During the 24-page first chapter, or prologue, Section 9’s Daisuke Aramaki and what looks like Borma (but who is referred to later as “Batou”) do cameo, but their input into the story is absolutely minimal. They have engaged the Japanese government’s “Channeling Agency” to investigate Motoko Aramaki’s movements. This is where we are introduced to a mysterious deuteragonist of sorts in Tamaki Tamai, a channeling agent. For the first time, Shirow adds elements of fantasy to GitS, not dissimilar to his earlier work on Orion. This integrates complex Buddhist and Shinto concepts to the world, which for a Westerner like me adds an additional layer of abstraction and difficulty in comprehension. Shirow already uses a lot of (often poorly-explained) jargon in his writing, so adding word soup like “Instability occurs every thousand years in the three trees of the Jizaiten Space Time Universe” is par for the course for him, I suppose. It’s not a great start to the sequel to Shirow’s biggest ever success…
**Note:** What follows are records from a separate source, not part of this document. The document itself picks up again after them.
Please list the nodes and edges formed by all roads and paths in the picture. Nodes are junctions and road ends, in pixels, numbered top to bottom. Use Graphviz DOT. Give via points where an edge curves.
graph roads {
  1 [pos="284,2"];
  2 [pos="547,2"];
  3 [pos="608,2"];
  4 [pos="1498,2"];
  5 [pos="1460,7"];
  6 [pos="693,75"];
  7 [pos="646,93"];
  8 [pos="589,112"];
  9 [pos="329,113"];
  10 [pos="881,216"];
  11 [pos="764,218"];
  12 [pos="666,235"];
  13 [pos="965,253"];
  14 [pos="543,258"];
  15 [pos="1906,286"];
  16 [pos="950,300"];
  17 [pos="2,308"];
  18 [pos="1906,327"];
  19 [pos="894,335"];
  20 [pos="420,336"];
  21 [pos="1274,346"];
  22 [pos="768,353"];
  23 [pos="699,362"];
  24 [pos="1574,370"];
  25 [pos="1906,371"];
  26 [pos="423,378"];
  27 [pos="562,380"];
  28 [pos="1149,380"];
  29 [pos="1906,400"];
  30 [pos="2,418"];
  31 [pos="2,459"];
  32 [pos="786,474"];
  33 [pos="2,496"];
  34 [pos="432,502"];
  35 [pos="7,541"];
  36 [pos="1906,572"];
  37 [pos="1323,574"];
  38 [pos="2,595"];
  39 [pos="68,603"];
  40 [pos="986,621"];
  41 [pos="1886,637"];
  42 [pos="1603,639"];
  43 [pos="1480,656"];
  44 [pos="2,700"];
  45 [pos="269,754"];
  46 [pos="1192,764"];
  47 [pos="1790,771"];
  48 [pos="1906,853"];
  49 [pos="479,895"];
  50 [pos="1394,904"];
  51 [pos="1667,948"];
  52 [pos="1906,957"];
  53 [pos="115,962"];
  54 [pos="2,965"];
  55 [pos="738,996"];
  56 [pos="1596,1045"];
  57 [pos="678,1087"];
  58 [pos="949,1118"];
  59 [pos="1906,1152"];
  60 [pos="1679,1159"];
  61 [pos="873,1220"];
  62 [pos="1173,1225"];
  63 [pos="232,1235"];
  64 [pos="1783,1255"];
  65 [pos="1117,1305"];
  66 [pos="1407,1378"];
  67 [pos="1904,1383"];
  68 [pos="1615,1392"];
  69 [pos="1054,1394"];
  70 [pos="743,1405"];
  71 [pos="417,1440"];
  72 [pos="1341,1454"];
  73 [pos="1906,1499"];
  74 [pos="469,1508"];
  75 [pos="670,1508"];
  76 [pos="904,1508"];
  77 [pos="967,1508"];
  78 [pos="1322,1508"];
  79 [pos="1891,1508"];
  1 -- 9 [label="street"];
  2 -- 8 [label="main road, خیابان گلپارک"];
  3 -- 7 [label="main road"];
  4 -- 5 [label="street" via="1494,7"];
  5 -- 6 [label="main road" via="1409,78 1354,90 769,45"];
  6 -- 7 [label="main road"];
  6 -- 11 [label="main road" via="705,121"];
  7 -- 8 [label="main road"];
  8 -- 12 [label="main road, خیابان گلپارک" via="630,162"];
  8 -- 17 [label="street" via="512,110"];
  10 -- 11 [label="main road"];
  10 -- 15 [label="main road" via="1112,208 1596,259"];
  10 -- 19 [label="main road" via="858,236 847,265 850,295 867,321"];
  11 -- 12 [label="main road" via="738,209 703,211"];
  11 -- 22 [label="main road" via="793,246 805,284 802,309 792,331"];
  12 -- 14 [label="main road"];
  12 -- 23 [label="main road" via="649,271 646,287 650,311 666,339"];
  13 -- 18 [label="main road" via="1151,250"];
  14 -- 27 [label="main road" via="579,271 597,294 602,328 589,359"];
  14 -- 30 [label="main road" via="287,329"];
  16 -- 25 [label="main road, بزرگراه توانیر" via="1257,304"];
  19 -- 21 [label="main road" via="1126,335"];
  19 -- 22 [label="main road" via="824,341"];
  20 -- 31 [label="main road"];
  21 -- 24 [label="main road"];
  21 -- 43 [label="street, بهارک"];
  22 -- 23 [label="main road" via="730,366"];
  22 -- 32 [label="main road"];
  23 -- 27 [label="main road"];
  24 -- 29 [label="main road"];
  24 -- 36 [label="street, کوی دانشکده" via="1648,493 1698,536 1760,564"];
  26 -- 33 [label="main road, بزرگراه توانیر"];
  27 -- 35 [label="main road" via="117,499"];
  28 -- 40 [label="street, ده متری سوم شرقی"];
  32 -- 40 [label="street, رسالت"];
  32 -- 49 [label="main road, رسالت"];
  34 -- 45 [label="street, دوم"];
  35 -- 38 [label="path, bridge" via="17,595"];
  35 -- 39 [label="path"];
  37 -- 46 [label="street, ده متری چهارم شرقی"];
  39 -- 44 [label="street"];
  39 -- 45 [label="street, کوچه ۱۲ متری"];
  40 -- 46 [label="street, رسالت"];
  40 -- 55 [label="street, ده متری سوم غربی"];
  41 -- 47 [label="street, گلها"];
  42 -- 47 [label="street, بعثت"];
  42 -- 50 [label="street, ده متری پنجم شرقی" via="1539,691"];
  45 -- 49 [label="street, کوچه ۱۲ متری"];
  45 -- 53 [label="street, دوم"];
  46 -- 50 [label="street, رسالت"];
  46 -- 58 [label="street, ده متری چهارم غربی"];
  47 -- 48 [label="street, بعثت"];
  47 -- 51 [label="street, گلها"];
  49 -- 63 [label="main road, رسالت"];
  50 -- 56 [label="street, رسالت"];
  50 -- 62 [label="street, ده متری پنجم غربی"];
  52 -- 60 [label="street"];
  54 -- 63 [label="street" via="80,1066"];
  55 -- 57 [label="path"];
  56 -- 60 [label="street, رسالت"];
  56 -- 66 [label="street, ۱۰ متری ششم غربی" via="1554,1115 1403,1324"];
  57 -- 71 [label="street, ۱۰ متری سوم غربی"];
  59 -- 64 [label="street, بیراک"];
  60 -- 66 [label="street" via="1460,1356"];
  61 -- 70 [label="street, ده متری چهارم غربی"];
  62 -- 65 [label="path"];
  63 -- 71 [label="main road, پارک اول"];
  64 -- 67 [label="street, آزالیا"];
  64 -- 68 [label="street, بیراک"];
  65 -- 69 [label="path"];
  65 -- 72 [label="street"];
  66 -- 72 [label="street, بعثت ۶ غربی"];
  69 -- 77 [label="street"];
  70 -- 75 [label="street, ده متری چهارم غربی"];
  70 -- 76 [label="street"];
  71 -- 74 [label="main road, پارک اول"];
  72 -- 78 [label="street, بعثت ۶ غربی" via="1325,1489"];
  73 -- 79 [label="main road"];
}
Tamaki Tamai follows Motoko around for most of the volume. Because she’s using non-tech methods to access Motoko’s consciousmess, no-one else, not even the digital assistants, can sense her presence.

A version of Motoko Aramaki who looks very reminiscent of Kusanagi floats on a boat in a horrendously badly-composited Pacific Ocean. Sometimes Shirow’s early CG use looks good, other times it just looks silly. Whenever he uses it to depict cyberspace or more conceptual scenes he uses it expertly. Anything realistic like buildings or landscapes look hopelessly dated to modern eyes. Motoko has a small army of almost pig-like AI digital assistants who perform lots of practical and security-based tasks for her. They banter a lot like tachikomas, but look ugly as hell, though they do all have funny individual names like “Hannibal”, “Lex”, “Musashi”, “Rocky”, “Conan”, and “Shiva”. I hate them. They’re also almost the only characters that Motoko converses with for entire very lengthy scenes of nothing but utterly impenetrable technobabble. There’s a general rule for writers when they construct dialogue: “read it out loud to yourself to make sure it doesn’t sound idiotic”, I doubt Shirow has ever done this. The characters in MMI don’t speak like human beings (maybe that’s the point), they speak like tech workbooks. That does not a scintilliating dialogue scene make.
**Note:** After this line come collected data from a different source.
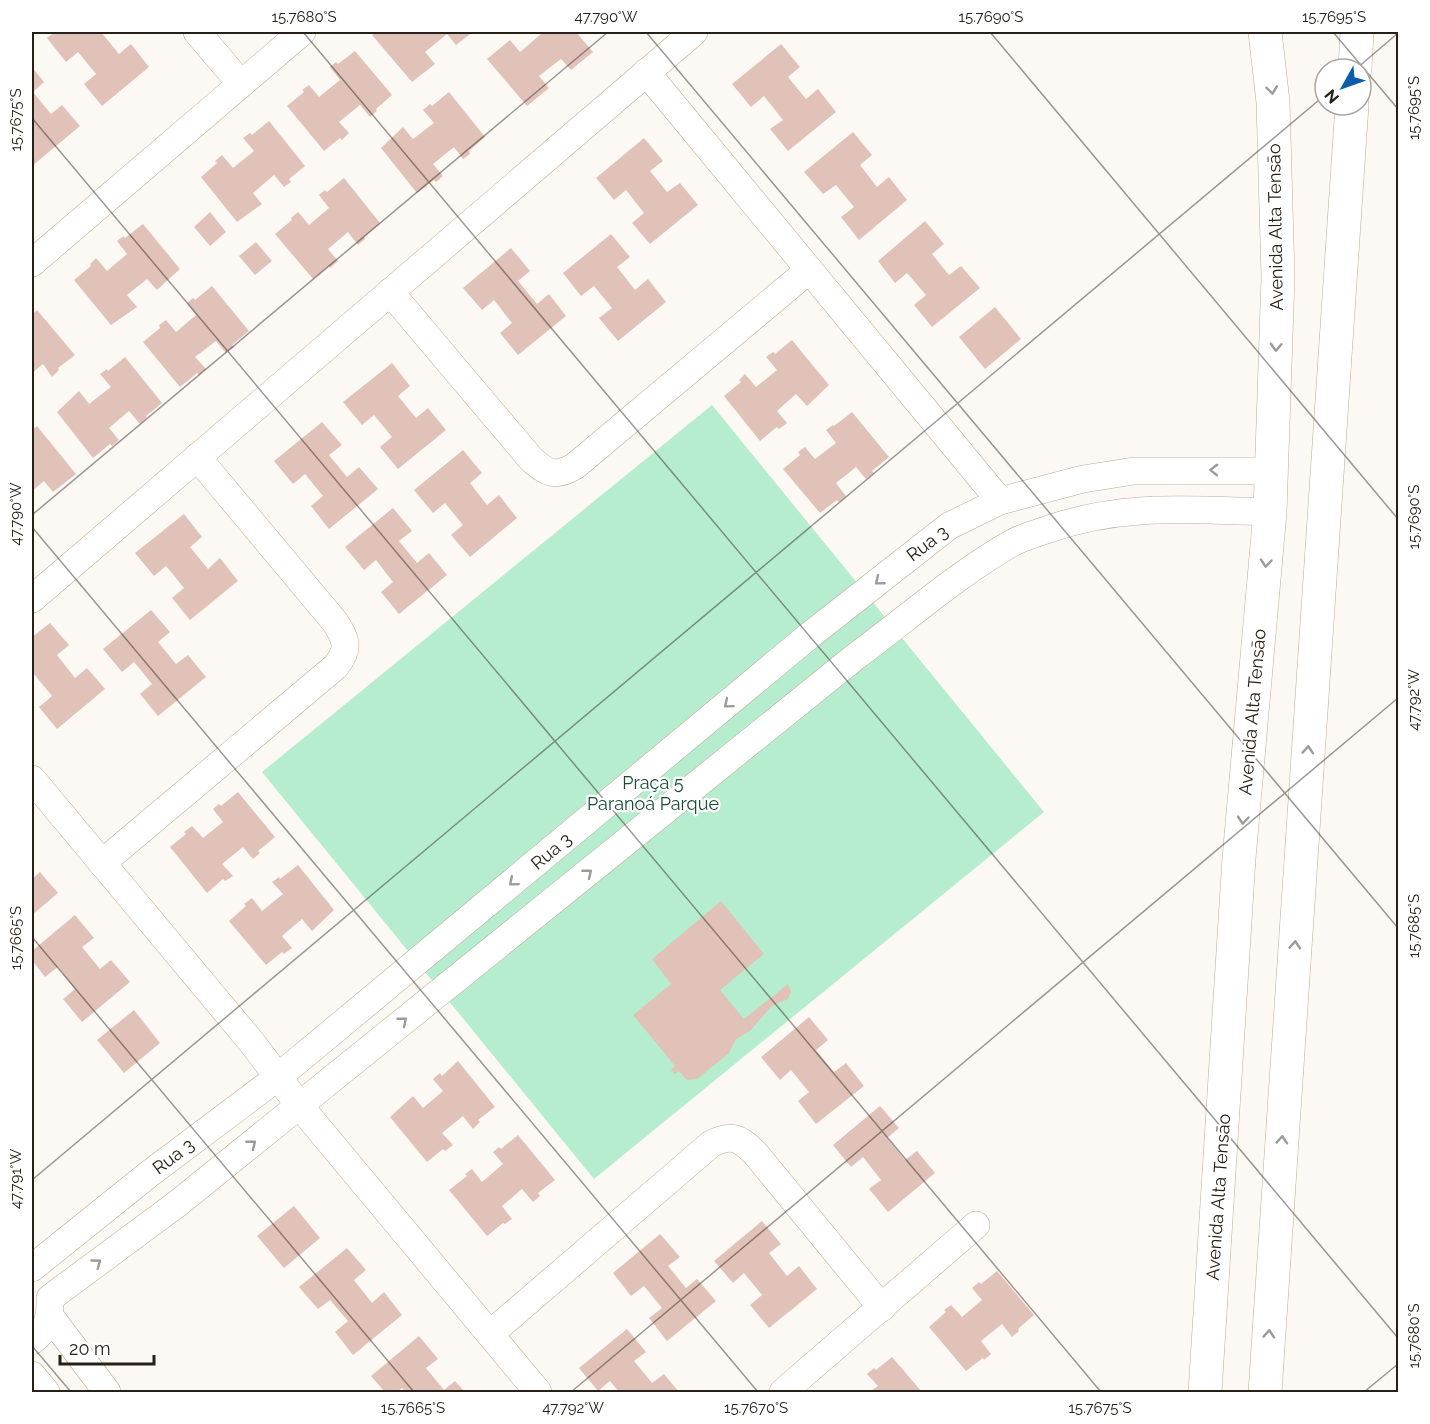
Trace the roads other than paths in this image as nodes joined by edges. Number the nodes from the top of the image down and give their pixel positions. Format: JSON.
{"nodes":[{"id":1,"x":196,"y":32,"type":"edge"},
{"id":2,"x":302,"y":32,"type":"edge"},
{"id":3,"x":694,"y":32,"type":"edge"},
{"id":4,"x":1265,"y":32,"type":"edge"},
{"id":5,"x":1357,"y":32,"type":"edge"},
{"id":6,"x":1355,"y":57,"type":"edge"},
{"id":7,"x":646,"y":72,"type":"junction"},
{"id":8,"x":241,"y":84,"type":"junction"},
{"id":9,"x":1351,"y":117,"type":"edge"},
{"id":10,"x":33,"y":258,"type":"edge"},
{"id":11,"x":809,"y":270,"type":"junction"},
{"id":12,"x":390,"y":292,"type":"junction"},
{"id":13,"x":197,"y":457,"type":"junction"},
{"id":14,"x":1272,"y":471,"type":"junction"},
{"id":15,"x":1000,"y":501,"type":"junction"},
{"id":16,"x":1270,"y":512,"type":"junction"},
{"id":17,"x":32,"y":599,"type":"edge"},
{"id":18,"x":32,"y":779,"type":"edge"},
{"id":19,"x":102,"y":863,"type":"junction"},
{"id":20,"x":278,"y":1077,"type":"junction"},
{"id":21,"x":299,"y":1105,"type":"junction"},
{"id":22,"x":976,"y":1225,"type":"dead end"},
{"id":23,"x":32,"y":1268,"type":"edge"},
{"id":24,"x":50,"y":1307,"type":"junction"},
{"id":25,"x":882,"y":1308,"type":"junction"},
{"id":26,"x":490,"y":1334,"type":"junction"},
{"id":27,"x":32,"y":1341,"type":"edge"},
{"id":28,"x":32,"y":1375,"type":"edge"},
{"id":29,"x":46,"y":1392,"type":"edge"},
{"id":30,"x":107,"y":1392,"type":"edge"},
{"id":31,"x":538,"y":1392,"type":"edge"},
{"id":32,"x":783,"y":1392,"type":"edge"},
{"id":33,"x":1205,"y":1392,"type":"edge"},
{"id":34,"x":1265,"y":1392,"type":"edge"}],
"edges":[{"from":1,"to":8,"type":"street"},
{"from":2,"to":8,"type":"street"},
{"from":3,"to":7,"type":"street"},
{"from":4,"to":14,"type":"street","name":"Avenida Alta Tensāo","one_way":true},
{"from":5,"to":6,"type":"street"},
{"from":7,"to":11,"type":"street"},
{"from":7,"to":12,"type":"street"},
{"from":8,"to":10,"type":"street"},
{"from":34,"to":9,"type":"street","one_way":true},
{"from":11,"to":12,"type":"street"},
{"from":11,"to":15,"type":"street"},
{"from":12,"to":13,"type":"street"},
{"from":13,"to":17,"type":"street"},
{"from":13,"to":19,"type":"street"},
{"from":14,"to":15,"type":"street","name":"Rua 3","one_way":true},
{"from":14,"to":16,"type":"street","name":"Avenida Alta Tensāo"},
{"from":15,"to":20,"type":"street","name":"Rua 3","one_way":true},
{"from":21,"to":16,"type":"street","one_way":true},
{"from":16,"to":33,"type":"street","name":"Avenida Alta Tensāo","one_way":true},
{"from":18,"to":19,"type":"street"},
{"from":19,"to":20,"type":"street"},
{"from":20,"to":21,"type":"street"},
{"from":20,"to":23,"type":"street","name":"Rua 3"},
{"from":24,"to":21,"type":"street","one_way":true},
{"from":21,"to":26,"type":"street"},
{"from":22,"to":25,"type":"street"},
{"from":23,"to":24,"type":"street"},
{"from":24,"to":27,"type":"street"},
{"from":24,"to":30,"type":"street"},
{"from":25,"to":26,"type":"street"},
{"from":25,"to":32,"type":"street"},
{"from":26,"to":31,"type":"street"},
{"from":28,"to":29,"type":"street"}]}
Do you like underpants? Oh good, does Mr Shirow have so many scantily-clad girls in tortured poses to show you.

It’s not all boring-as-hell technobabble though, Shirow knows that a good pantyshot, or pert breasts, or shiny thighs, or tight buttocks can keep his readers engaged, so he makes sure to give us a detailed leer at Motoko’s camouflage-patterned knickers and lovingly-contoured perineum as she high-kicks a passing projectile. Get used to this — it’s going to happen so many more times in this volume that it becomes laughable. It’s the most highbrow ecchi manga in existence. (At least the actual hentai threesome rape scene was removed from post-2001 JP and EN editions by Shirow himself after the first edition/Solid Box JP release in 2000. I’ve seen the scans. Oh my goodness it’s nasty.)

Random sphinx and her pet human triplets.

Motoko meets up with a strange trio of cyberspace brokers and their… pet sphinx? I don’t know what the sphinx’s story is. She’s just kind of there, presumably to add visual spice. Looks like Motoko does work for these guys, and they provide her with hardware or software, such as the cool integrated bowgun in her upper arm. They ask Motoko to intervene in an uprising in a foreign country that’s turning nasty, and Motoko accesses the UN and US military databases for more info. This is where we learn of the existence of “decots”. A decot is a spare cybernetic body that Motoko can control remotely, and she has these stashed all over the world. Much of the story will find us following a variety of these decots, controlled by Motoko, mainly I think to give Shirow an excuse to draw a variety of beautiful women in varying states of undress. If you liked the OG version of Kusanagi, I’m sorry, but that character design barely appears in this sequel.

In a very prescient scene, Motoko talks with one of her work-from-home employees who takes the meeting while on the toilet, using a filter to change her appearance and background. Let’s hope Motoko doesn’t share her sense of smell digitally with her employees.

While also taking on mercenary work, Motoko is employed as chief of online security at the massive floating industrual complex Poseidon. Appleseed fans will recognise this as a powerful industrialised rival nation to that story’s main setting Olympus. Appleseed is set around ninety years after the events of GitS, it shares the same history of world wars three and four, so Shirow appears to be more closely tying his two biggest series together here into a single continuity. Appleseed ID states that Poseidon’s construction began in 2002 as floating artificial islands — by the time of Appleseed, it will be enormous, counting the entire Japanese island of Honshu within its territory. This earlier version of Poseidon in 2035 seems to be a major supplier of advanced tech to the rest of the world. Although Motoko has some authority, it seems she’s still limited by her superiors.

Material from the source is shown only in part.